Husaria zmierzy się z liderem
W niedzielę, 10 czerwca o godzinie 12:00, na boisku mieszczącym się przy ulicy Karłowicza w Szczecinie miejscowa Husaria podejmie Warsaw Spartans. Spotkanie zostanie rozegrane w ramach 6. kolejki PLFA I. Gdy zdecydowany autsajder podejmuje bezsprzecznego lidera, to wynik spotkania w teorii może być tylko jeden. Husaria Szczecin już w niedzielę postara się skomplikować życie Warsaw Spartans i odebrać punkty najlepszej ekipie Grupy Północnej PLFA I. Oba zespoły jak dotąd mierzyły się ze sobą tylko raz. Górą byli Spartanie, którzy pewnie ograli rywala 33:12. Husaria po blisko rocznym rozbracie z futbolem nie mieła zbyt wielkich szans w walce z doświadczonym rywalem.

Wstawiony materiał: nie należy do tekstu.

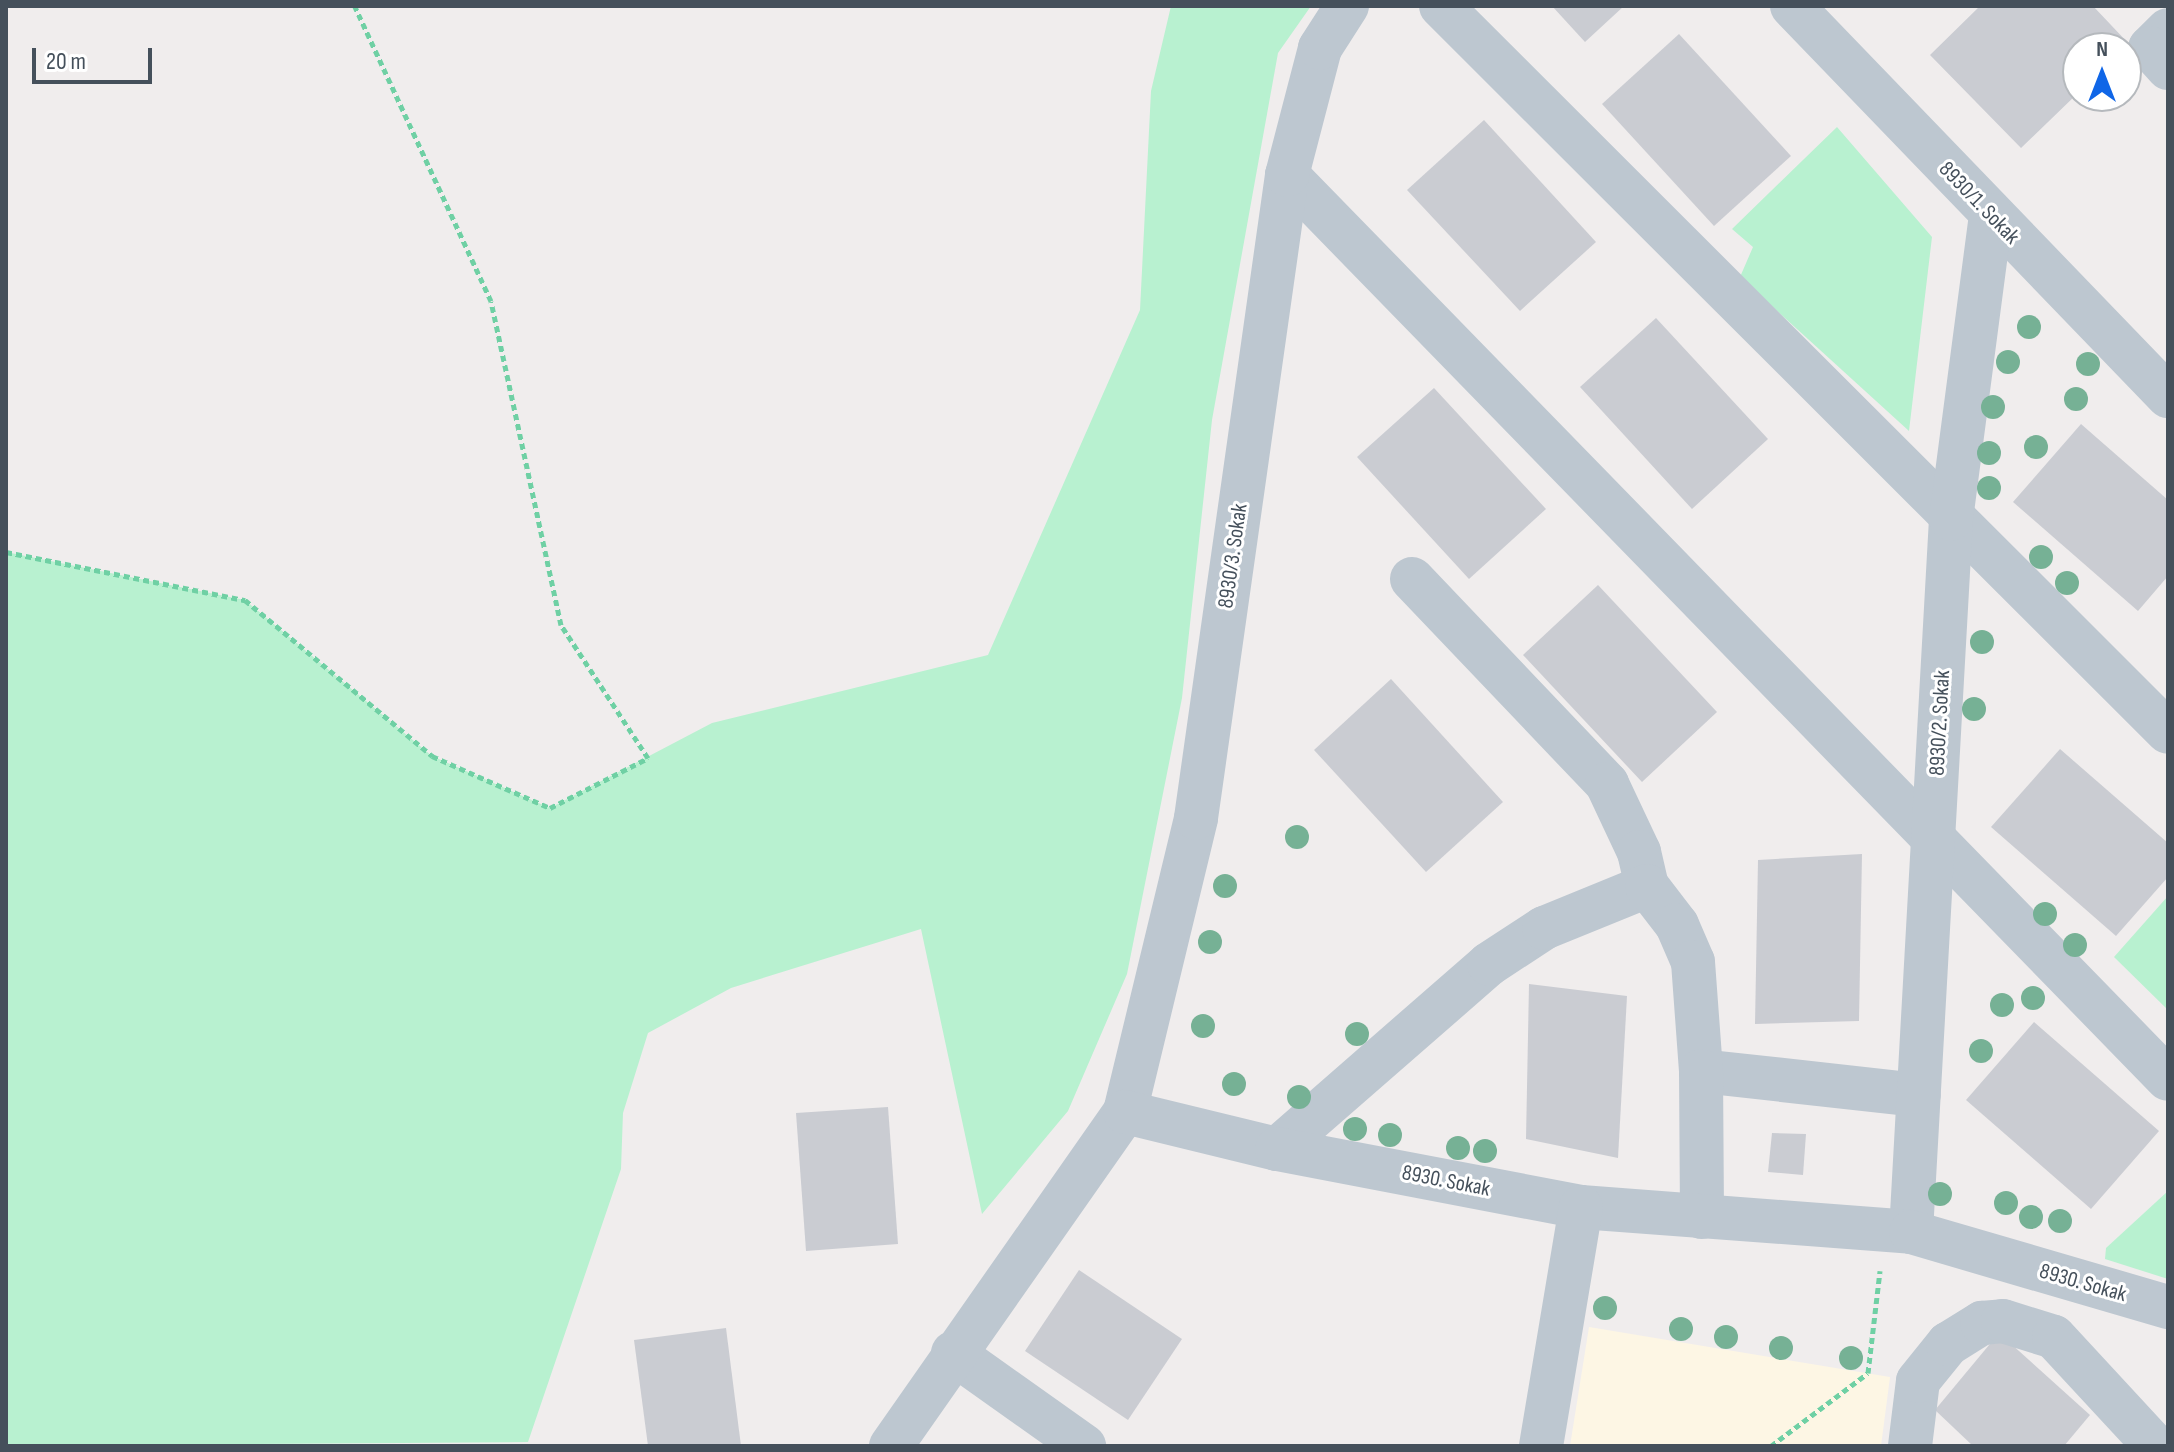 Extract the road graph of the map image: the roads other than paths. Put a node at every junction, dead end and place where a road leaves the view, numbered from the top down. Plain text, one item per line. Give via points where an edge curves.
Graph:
1 (1347, 6) edge
2 (1441, 6) edge
3 (1817, 15) edge
4 (2168, 30) edge
5 (2168, 68) edge
6 (1287, 175) junction
7 (1991, 216) junction
8 (2168, 396) edge
9 (1951, 519) junction
10 (1412, 579) dead end
11 (2168, 732) edge
12 (1933, 842) junction
13 (1647, 886) junction
14 (1701, 1071) junction
15 (2168, 1079) edge
16 (1919, 1095) junction
17 (1125, 1112) junction
18 (1277, 1149) junction
19 (1581, 1207) junction
20 (1702, 1217) junction
21 (1911, 1232) junction
22 (2168, 1307) edge
23 (953, 1353) junction
24 (2147, 1441) edge
25 (891, 1446) edge
26 (1084, 1446) edge
27 (1541, 1446) edge
28 (1910, 1446) edge

1 - 6 street, 8930/3. Sokak via 1320,48
2 - 9 street
3 - 7 street, 8930/1. Sokak
4 - 5 street via 2150,48
6 - 12 street
6 - 17 street, 8930/3. Sokak via 1196,818
7 - 8 street, 8930/1. Sokak
7 - 9 street, 8930/2. Sokak
9 - 11 street
9 - 12 street, 8930/2. Sokak
10 - 13 street via 1607,784 1635,841
12 - 15 street
12 - 16 street, 8930/2. Sokak
13 - 14 street via 1677,925 1693,962
13 - 18 street via 1544,928 1489,964
14 - 16 street
14 - 20 street
16 - 21 street, 8930/2. Sokak
17 - 18 street, 8930. Sokak
17 - 23 street
18 - 19 street, 8930. Sokak
19 - 20 street, 8930. Sokak
19 - 27 street
20 - 21 street, 8930. Sokak
21 - 22 street, 8930. Sokak
23 - 25 street
23 - 26 street
24 - 28 street via 2054,1337 2025,1325 1993,1322 1948,1344 1918,1381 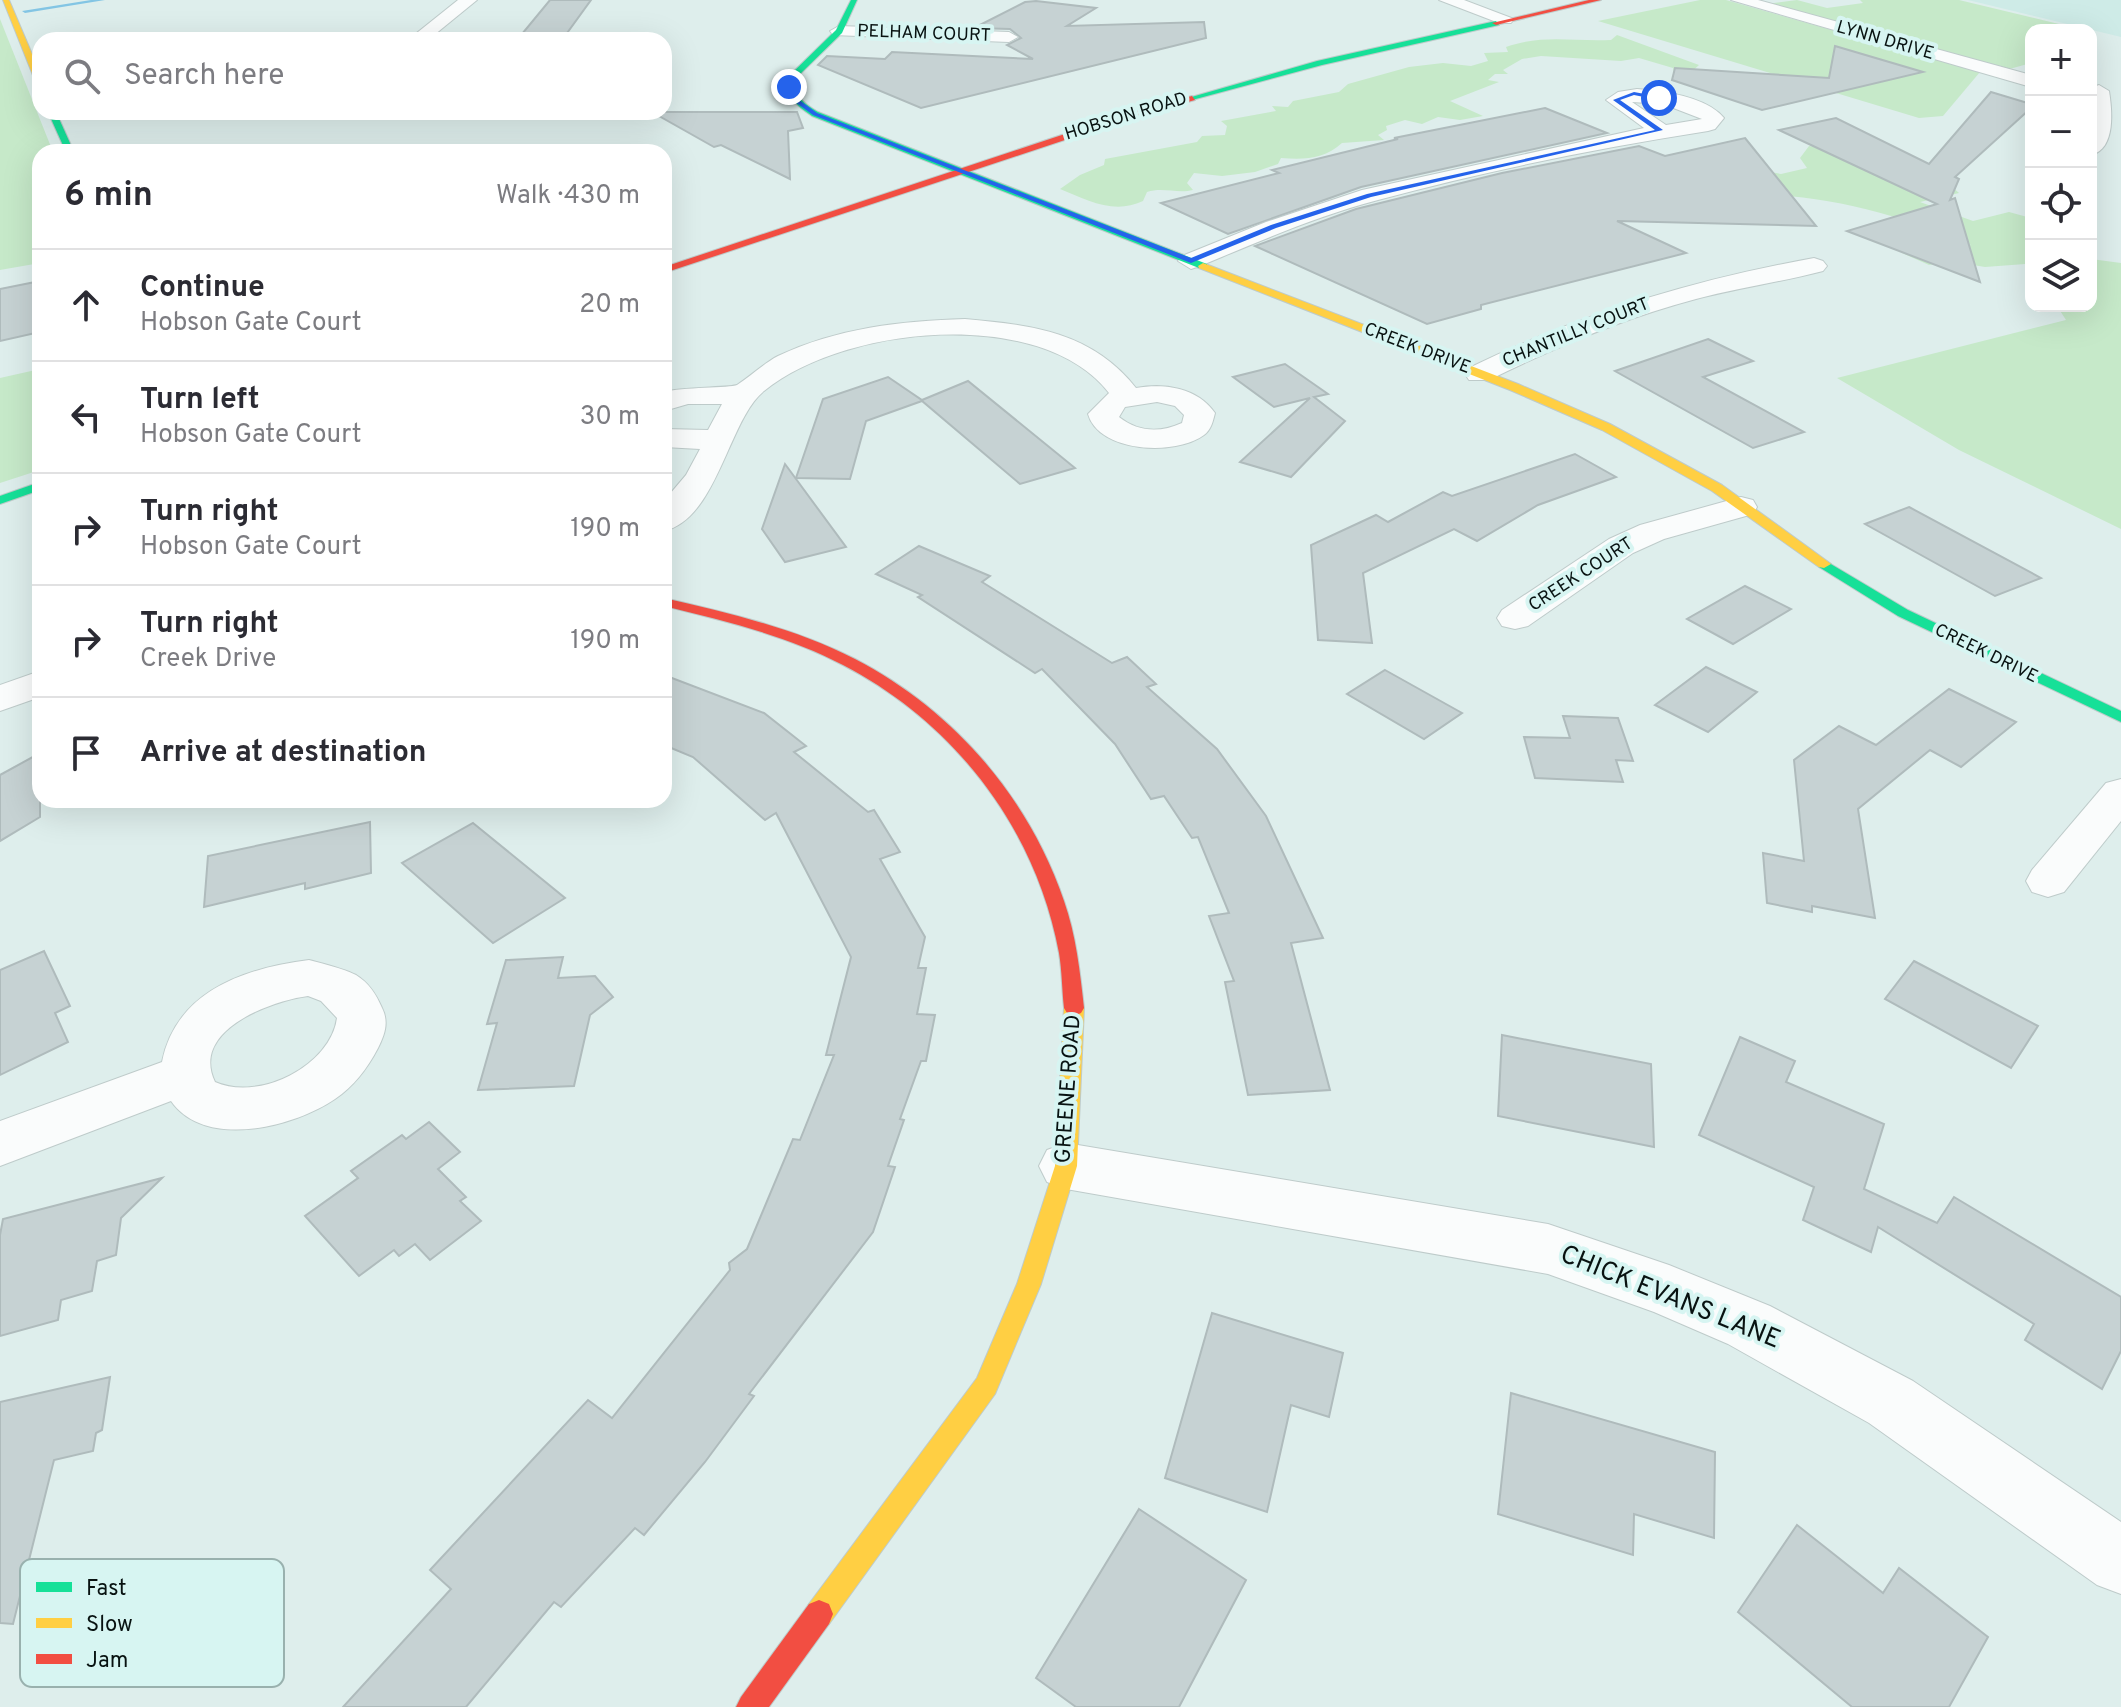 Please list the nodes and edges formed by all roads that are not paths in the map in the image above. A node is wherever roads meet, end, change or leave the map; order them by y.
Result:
1 (6, 0) edge
2 (469, 0) edge
3 (854, 0) edge
4 (1447, 0) edge
5 (1598, 0) edge
6 (1739, 0) edge
7 (1505, 19) junction
8 (839, 31) junction
9 (427, 32) edge
10 (1009, 37) dead end
11 (32, 63) edge
12 (2025, 79) edge
13 (2097, 91) edge
14 (2121, 93) edge
15 (2097, 98) edge
16 (60, 120) edge
17 (1660, 130) dead end
18 (2097, 135) edge
19 (68, 144) edge
20 (957, 170) junction
21 (1191, 261) junction
22 (1814, 266) dead end
23 (672, 267) edge
24 (1479, 374) junction
25 (745, 395) junction
26 (1127, 396) dead end
27 (672, 399) edge
28 (672, 438) edge
29 (719, 440) junction
30 (32, 489) edge
31 (0, 500) edge
32 (1741, 507) junction
33 (672, 511) edge
34 (672, 604) edge
35 (1515, 618) dead end
36 (32, 686) edge
37 (0, 699) edge
38 (2121, 717) edge
39 (2121, 793) edge
40 (2048, 881) dead end
41 (184, 1075) dead end
42 (0, 1144) edge
43 (1066, 1166) junction
44 (2121, 1561) edge
45 (751, 1707) edge

1 - 11 street
2 - 9 street
3 - 8 street, CREEK DRIVE
4 - 7 street
5 - 7 street, HOBSON ROAD
6 - 12 street, LYNN DRIVE
7 - 20 street, HOBSON ROAD
8 - 10 street, PELHAM COURT
8 - 20 street, CREEK DRIVE
13 - 14 street
15 - 18 street
16 - 19 street
17 - 21 street
20 - 21 street, CREEK DRIVE
20 - 23 street, HOBSON ROAD
21 - 24 street, CREEK DRIVE
22 - 24 street, CHANTILLY COURT
24 - 32 street, CREEK DRIVE
25 - 26 street
25 - 27 street
25 - 29 street
28 - 29 street
29 - 33 street
30 - 31 street
32 - 35 street, CREEK COURT
32 - 38 street, CREEK DRIVE
34 - 43 street, GREENE ROAD
36 - 37 street
39 - 40 street
41 - 42 street
43 - 44 street, CHICK EVANS LANE
43 - 45 street, GREENE ROAD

Wszystko wskazuje na to, że podobnego wyniku można się spodziewać w najbliższym spotkaniu, choć Husarze nie składają broni, ale i nie chcą mydlić oczu swoim fanom. - Podchodząc do tego sezonu mieliśmy plan rozwoju, który realizujemy. Ten rok jest przejściowy i nie ma co liczyć na nagłe pojawienie się w składzie amerykańskiego rozgrywającego, który pociągnie nas w górę. Cudów nie będzie - wyznaje Przemysław Kazaniecki, prezes Husarii Szczecin.
O cud nad Odrą będzie naprawdę trudno. Warszawianie mogą poszczycić się najlepszą ofensywą i defensywą w PLFA I. Spartans zdobyli 70 pkt, a oddali tylko 14. - Czujemy przed nimi respekt. Są świetnie zorganizowani i nie spodziewamy się łatwego meczu - mówi Kazaniecki. Pomimo ogromnej przepaści w tabeli, stołeczni nie pozostają dłużni i doceniają pracę włożoną przez zawodników Husarii. - Nastawiamy się na twardy mecz. Potwierdzili to nam gracze Mustangów i Lowlanders, z którymi Husaria już grała. Chłopaki mają potencjał - ocenia Tomasz Piskała, prezes Warsaw Spartans. Wzajemna kurtuazja to stały element futbolu, lecz na boisku nie będzie już żadnych sentymentów. Szczególnie gdy każdy mecz przybliża Spartan do wyrównania rekordu ligi w passie zwycięstw. Ewentualne zwycięstwo Spartan znacznie przybliży ich do awansu do kolejnej fazy rozgrywek. Na drugim biegunie znajdują się gospodarze spotkania. Dla nich zdobycie dwóch punktów to ostatnia szansa na podtrzymanie szans na niezakończenie sezonu po raptem 6 meczach.